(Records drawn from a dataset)
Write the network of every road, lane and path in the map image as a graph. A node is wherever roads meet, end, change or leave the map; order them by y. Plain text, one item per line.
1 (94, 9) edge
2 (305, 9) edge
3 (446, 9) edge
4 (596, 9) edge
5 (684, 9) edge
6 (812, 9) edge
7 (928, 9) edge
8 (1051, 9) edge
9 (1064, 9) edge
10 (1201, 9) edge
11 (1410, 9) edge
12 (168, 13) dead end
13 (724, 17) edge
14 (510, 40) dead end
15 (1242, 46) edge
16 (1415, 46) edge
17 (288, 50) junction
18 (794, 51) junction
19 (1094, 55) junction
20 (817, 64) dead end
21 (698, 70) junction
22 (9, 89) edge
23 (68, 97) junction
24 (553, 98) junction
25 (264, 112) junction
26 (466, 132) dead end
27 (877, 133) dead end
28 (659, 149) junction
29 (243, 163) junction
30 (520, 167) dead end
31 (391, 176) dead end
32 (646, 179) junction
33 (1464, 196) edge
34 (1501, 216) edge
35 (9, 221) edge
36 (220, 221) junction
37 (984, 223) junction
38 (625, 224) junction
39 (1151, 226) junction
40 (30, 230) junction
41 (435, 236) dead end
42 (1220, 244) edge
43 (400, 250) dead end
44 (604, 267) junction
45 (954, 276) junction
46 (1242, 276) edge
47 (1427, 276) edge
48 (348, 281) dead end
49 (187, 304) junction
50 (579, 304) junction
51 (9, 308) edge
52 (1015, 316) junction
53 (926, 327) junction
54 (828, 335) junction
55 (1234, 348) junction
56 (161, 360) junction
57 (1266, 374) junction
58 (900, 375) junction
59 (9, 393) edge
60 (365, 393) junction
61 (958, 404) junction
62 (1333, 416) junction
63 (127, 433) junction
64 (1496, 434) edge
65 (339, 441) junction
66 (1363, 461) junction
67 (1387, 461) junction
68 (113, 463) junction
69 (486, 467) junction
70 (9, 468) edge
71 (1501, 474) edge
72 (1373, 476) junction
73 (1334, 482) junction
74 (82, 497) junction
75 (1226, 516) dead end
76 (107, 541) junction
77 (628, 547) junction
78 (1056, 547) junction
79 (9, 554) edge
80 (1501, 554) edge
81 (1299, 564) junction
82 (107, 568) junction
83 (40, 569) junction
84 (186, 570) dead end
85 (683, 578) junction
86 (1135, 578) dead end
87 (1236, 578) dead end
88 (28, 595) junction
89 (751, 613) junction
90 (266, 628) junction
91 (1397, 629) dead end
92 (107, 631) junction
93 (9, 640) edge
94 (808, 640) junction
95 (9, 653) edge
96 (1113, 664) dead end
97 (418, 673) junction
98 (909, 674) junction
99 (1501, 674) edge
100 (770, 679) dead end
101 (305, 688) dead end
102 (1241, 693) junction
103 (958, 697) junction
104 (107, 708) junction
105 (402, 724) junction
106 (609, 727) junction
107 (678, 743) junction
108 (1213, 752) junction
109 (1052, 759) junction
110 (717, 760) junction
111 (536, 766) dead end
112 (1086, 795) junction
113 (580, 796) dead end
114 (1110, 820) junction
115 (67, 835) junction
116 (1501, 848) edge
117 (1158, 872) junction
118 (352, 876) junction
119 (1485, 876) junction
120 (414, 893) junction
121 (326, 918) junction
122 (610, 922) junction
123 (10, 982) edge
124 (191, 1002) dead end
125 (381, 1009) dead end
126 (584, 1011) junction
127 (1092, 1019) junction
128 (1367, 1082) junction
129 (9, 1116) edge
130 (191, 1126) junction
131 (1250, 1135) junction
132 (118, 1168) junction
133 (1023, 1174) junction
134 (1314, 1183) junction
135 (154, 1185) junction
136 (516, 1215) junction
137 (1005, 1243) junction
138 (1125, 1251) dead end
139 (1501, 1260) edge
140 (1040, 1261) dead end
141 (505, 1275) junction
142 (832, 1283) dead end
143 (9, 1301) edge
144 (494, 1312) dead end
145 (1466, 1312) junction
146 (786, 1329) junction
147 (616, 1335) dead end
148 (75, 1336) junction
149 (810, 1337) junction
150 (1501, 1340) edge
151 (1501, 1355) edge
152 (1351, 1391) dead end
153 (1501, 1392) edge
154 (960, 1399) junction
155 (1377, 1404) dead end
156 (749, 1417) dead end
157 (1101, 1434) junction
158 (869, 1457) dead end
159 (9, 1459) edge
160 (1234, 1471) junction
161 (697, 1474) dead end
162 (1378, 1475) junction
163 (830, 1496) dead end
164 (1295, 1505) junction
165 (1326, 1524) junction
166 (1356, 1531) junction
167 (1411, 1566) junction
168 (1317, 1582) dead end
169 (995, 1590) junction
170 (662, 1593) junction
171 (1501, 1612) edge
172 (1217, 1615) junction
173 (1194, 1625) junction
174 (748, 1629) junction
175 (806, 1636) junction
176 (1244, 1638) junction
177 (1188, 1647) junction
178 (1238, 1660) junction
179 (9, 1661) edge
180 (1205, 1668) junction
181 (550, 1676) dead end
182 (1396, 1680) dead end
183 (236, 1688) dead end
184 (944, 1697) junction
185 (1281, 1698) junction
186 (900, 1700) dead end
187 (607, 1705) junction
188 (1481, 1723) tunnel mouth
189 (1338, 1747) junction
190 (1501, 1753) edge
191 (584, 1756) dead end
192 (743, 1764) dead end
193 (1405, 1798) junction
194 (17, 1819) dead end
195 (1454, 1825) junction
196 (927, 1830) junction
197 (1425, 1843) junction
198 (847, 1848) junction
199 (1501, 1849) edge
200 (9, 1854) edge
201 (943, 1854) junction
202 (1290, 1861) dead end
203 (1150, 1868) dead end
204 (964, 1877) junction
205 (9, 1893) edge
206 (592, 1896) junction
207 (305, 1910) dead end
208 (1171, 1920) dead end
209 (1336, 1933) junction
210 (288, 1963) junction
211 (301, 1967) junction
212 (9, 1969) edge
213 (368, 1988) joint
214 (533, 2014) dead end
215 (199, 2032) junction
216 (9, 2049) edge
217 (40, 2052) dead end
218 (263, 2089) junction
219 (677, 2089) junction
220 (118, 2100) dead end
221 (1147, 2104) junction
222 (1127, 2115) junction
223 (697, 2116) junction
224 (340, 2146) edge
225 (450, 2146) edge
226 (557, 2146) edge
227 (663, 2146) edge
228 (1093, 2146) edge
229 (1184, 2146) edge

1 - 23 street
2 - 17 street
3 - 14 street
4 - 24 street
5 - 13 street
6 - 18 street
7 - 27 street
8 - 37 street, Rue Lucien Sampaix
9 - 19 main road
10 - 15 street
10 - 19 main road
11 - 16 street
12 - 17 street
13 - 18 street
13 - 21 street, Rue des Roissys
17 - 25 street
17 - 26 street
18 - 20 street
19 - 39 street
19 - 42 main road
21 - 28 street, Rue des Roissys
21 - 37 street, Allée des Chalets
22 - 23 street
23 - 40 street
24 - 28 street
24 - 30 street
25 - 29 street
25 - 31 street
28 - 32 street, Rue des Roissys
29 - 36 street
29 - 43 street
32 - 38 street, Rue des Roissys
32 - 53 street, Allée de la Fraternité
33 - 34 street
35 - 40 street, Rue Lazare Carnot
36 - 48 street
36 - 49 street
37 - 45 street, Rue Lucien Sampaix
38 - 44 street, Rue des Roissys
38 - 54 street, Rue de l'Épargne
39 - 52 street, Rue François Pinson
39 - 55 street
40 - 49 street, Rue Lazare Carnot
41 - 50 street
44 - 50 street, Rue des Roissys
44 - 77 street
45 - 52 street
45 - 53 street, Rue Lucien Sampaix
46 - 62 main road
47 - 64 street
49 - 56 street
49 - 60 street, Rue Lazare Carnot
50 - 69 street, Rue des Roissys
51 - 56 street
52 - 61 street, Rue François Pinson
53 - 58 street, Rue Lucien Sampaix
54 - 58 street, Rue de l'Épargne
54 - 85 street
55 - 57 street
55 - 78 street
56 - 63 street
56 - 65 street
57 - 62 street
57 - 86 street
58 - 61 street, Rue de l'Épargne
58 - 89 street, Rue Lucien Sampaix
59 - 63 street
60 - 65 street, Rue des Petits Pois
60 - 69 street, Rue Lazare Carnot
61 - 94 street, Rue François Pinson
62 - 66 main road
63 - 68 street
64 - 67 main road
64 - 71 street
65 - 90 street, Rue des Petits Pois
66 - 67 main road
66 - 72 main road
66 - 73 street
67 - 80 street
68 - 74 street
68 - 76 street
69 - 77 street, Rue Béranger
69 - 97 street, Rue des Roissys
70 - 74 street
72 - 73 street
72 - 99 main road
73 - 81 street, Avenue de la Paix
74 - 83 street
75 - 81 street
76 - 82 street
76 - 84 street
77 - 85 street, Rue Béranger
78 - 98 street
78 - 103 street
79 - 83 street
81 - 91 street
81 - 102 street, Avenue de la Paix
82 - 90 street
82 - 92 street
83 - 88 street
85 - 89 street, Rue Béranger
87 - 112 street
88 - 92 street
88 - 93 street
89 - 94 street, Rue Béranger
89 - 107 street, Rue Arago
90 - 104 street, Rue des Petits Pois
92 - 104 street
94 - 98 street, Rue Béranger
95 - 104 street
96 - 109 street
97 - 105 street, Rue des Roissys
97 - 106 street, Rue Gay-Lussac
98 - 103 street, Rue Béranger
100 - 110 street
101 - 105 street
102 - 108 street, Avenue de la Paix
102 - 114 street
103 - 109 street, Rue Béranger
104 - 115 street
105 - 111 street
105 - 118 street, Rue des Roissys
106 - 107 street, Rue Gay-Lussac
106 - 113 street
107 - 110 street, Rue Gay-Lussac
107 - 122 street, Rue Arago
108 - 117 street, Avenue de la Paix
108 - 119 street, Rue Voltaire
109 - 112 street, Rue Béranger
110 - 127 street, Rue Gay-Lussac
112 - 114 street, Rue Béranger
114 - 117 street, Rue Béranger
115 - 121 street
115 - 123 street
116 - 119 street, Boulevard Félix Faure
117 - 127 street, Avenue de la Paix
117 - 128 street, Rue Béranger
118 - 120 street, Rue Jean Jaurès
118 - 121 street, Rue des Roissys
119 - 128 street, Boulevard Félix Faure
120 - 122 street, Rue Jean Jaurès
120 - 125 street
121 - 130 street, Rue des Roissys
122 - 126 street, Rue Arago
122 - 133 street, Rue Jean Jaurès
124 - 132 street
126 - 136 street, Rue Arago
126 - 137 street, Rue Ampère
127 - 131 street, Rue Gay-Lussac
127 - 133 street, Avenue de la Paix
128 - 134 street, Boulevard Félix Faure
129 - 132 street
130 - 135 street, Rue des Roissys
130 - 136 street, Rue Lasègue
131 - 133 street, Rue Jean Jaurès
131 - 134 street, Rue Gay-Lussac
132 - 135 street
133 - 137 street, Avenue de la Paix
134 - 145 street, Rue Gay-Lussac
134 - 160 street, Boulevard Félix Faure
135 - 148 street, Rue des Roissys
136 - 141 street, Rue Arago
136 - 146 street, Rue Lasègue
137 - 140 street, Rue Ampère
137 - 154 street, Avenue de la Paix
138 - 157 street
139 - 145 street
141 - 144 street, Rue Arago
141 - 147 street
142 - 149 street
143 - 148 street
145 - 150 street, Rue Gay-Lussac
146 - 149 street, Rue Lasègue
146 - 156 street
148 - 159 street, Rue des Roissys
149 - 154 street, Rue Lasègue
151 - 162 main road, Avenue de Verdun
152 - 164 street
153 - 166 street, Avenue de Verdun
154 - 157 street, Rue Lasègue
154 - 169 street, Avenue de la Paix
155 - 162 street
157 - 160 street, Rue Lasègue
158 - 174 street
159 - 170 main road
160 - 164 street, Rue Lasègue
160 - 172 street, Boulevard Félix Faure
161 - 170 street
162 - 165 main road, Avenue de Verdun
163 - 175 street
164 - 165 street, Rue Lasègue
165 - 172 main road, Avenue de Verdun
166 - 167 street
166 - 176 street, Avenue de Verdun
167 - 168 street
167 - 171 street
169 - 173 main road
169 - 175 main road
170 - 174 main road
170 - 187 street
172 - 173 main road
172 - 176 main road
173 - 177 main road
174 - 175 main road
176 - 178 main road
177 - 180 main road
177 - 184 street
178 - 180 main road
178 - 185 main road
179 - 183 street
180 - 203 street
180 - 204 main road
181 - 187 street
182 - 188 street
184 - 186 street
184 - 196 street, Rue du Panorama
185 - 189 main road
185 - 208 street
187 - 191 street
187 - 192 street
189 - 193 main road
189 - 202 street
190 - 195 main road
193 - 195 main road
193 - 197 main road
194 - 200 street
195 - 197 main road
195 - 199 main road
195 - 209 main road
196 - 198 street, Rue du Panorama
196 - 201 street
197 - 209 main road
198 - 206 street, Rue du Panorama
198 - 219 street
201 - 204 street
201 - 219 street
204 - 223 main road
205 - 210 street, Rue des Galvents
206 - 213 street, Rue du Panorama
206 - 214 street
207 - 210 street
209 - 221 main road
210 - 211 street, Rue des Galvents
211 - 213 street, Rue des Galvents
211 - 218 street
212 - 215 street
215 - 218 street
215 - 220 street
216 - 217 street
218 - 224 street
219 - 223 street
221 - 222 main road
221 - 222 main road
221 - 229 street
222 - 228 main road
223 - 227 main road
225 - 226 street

- **About this task**
In the records, which lines mention the word "Faure"? Copy those lines.

- **Solution to the exercise**
116 - 119 street, Boulevard Félix Faure
119 - 128 street, Boulevard Félix Faure
128 - 134 street, Boulevard Félix Faure
134 - 160 street, Boulevard Félix Faure
160 - 172 street, Boulevard Félix Faure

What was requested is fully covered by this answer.